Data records
::::::::

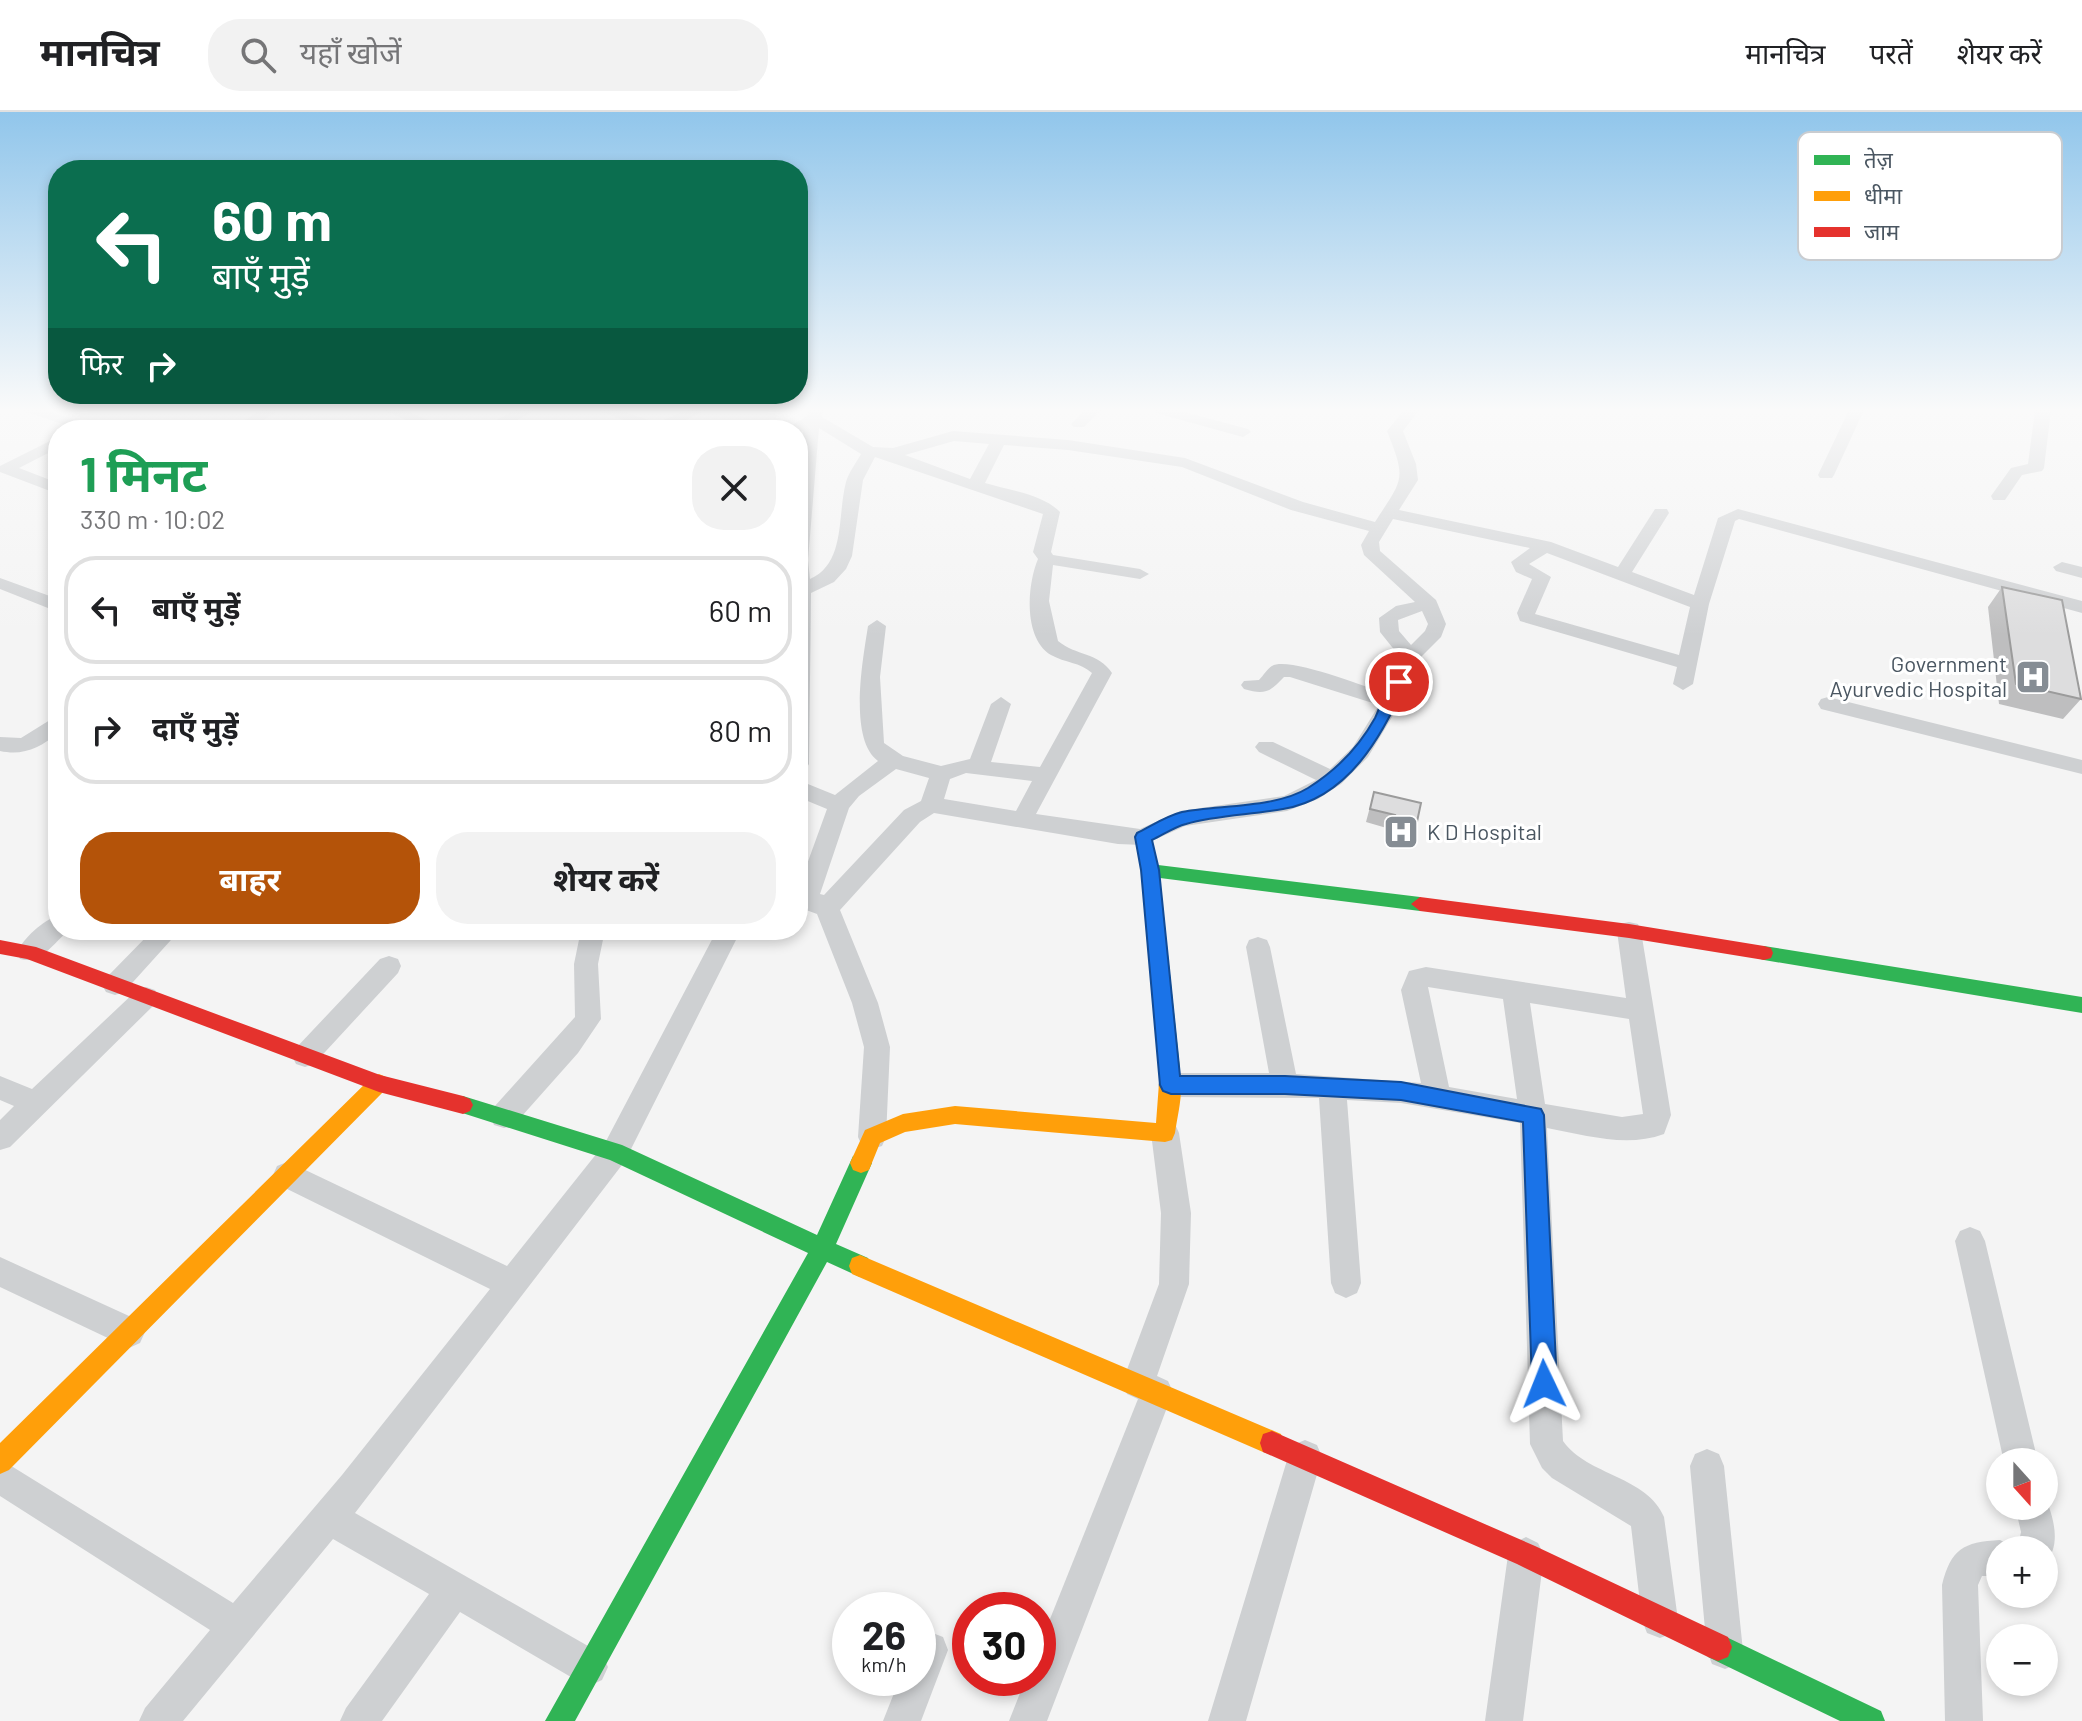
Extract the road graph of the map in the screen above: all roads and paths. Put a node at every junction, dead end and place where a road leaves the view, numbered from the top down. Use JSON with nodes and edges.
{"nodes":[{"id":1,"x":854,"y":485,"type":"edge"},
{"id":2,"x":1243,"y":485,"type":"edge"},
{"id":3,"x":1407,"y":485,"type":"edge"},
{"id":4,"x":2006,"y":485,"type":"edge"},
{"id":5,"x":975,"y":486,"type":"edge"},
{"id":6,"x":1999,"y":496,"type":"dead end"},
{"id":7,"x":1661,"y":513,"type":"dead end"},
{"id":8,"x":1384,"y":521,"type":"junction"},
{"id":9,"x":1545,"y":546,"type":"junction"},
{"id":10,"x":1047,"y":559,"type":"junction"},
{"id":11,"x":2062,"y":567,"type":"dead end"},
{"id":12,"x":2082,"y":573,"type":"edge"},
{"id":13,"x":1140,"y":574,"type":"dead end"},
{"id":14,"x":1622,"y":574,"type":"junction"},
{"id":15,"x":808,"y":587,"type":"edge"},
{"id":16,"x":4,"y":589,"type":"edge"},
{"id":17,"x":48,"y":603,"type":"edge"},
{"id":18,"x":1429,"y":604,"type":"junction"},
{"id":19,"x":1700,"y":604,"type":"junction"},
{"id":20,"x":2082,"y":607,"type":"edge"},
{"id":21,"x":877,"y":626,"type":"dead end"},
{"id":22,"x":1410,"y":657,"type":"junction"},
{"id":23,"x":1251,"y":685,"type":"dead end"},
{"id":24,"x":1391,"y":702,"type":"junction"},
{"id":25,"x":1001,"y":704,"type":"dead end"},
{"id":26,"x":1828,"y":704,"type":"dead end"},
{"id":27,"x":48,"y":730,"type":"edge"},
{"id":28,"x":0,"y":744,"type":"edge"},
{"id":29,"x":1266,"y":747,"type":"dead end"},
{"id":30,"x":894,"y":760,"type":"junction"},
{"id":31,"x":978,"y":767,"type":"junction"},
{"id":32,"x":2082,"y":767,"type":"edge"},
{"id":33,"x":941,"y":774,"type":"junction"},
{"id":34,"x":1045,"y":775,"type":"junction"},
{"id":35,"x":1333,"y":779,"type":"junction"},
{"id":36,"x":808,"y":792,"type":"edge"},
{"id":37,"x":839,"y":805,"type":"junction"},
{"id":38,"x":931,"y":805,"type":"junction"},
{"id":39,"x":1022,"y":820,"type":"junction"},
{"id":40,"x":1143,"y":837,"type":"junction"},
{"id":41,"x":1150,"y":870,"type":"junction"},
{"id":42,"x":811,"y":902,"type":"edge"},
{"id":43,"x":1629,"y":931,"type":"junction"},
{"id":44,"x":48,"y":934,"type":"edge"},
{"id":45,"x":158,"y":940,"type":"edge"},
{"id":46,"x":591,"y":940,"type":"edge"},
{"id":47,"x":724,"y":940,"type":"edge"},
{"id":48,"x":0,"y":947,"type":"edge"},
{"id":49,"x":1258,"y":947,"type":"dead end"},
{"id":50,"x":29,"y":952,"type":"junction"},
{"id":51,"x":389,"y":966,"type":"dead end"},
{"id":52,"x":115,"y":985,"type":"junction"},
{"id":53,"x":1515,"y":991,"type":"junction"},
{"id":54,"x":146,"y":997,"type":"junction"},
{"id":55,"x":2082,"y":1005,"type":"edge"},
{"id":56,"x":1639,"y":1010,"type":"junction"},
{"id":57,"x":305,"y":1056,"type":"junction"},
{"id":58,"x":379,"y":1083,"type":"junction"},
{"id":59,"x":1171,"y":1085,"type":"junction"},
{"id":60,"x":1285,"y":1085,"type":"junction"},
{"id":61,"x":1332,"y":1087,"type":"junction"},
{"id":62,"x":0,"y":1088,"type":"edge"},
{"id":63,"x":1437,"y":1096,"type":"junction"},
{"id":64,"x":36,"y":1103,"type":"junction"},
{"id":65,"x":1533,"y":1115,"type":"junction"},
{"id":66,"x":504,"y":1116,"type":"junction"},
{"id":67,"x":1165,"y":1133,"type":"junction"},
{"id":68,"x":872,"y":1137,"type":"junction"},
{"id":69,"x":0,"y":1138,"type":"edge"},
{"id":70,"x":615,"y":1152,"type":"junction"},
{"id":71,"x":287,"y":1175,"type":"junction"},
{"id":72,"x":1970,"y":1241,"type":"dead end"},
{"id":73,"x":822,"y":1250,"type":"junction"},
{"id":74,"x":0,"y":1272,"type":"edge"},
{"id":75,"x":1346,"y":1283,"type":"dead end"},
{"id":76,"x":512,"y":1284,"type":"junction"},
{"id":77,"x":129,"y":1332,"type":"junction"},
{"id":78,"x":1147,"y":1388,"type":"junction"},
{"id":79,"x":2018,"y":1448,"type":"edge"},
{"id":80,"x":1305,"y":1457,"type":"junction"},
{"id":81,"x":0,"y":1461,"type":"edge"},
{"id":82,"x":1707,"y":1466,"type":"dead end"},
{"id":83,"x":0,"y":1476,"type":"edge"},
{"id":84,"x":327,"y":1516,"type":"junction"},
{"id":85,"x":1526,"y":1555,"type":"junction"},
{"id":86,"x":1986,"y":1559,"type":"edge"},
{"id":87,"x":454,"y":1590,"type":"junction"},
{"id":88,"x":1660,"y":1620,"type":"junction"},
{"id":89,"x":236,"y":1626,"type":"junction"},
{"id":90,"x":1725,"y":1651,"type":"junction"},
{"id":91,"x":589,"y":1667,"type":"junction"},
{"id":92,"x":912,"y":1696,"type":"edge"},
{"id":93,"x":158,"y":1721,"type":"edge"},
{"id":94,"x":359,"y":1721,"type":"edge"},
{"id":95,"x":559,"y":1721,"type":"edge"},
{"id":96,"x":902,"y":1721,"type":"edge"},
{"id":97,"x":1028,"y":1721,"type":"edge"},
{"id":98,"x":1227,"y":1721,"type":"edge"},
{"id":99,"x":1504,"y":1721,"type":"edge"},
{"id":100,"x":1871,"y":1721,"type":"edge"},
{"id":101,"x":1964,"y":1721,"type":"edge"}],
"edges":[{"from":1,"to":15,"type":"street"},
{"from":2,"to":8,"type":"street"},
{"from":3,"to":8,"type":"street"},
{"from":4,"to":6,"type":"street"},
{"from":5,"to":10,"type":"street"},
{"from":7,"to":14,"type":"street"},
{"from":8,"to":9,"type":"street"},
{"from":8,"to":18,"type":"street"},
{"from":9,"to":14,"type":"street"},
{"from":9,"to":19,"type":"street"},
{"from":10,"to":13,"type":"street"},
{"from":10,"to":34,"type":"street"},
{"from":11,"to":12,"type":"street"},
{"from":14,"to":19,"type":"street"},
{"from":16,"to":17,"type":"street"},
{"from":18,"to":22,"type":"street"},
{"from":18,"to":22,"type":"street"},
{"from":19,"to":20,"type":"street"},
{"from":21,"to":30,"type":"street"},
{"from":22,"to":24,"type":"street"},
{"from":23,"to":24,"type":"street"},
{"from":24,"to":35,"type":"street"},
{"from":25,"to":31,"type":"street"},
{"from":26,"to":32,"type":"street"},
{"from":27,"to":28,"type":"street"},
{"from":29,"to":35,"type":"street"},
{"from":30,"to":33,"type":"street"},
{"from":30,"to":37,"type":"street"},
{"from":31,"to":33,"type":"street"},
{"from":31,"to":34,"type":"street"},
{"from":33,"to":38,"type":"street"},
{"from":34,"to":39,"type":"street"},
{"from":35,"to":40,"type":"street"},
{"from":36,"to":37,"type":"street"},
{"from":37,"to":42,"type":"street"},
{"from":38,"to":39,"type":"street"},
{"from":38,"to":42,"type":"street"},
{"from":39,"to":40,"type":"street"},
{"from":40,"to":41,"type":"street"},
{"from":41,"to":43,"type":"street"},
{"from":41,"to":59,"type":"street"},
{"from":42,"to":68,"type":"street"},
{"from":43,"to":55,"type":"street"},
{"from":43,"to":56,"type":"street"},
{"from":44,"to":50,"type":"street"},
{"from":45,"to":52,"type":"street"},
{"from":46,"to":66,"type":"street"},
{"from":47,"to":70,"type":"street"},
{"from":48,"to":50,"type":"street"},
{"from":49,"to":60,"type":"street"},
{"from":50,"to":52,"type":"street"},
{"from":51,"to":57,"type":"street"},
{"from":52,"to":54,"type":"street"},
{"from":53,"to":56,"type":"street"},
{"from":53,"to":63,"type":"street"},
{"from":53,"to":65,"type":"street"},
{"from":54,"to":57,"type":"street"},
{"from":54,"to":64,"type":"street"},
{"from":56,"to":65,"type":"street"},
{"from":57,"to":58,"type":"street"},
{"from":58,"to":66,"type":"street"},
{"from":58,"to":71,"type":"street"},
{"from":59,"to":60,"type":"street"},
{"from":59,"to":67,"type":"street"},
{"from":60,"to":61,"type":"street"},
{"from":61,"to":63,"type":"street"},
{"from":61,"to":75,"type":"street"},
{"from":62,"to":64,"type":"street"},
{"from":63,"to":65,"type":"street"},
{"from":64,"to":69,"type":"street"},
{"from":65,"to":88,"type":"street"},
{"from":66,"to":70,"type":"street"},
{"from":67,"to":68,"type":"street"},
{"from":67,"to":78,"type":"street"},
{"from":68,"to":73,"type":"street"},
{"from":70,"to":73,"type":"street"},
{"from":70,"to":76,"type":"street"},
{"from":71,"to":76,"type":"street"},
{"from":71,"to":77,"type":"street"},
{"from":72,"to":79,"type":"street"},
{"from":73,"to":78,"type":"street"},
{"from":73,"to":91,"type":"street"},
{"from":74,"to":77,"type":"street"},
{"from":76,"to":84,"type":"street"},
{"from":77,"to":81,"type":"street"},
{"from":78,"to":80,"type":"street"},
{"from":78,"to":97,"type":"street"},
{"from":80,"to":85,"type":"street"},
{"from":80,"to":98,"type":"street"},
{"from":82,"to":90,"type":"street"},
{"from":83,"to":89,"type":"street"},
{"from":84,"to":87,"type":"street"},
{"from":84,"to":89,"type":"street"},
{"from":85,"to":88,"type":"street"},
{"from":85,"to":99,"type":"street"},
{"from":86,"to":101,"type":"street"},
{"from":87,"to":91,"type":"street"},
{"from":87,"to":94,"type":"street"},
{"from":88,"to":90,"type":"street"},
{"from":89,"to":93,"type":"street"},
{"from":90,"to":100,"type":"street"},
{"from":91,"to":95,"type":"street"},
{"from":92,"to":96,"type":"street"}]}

::::::::

Look over the data and work out how many lines include the word "edges"; reply with the number only.

2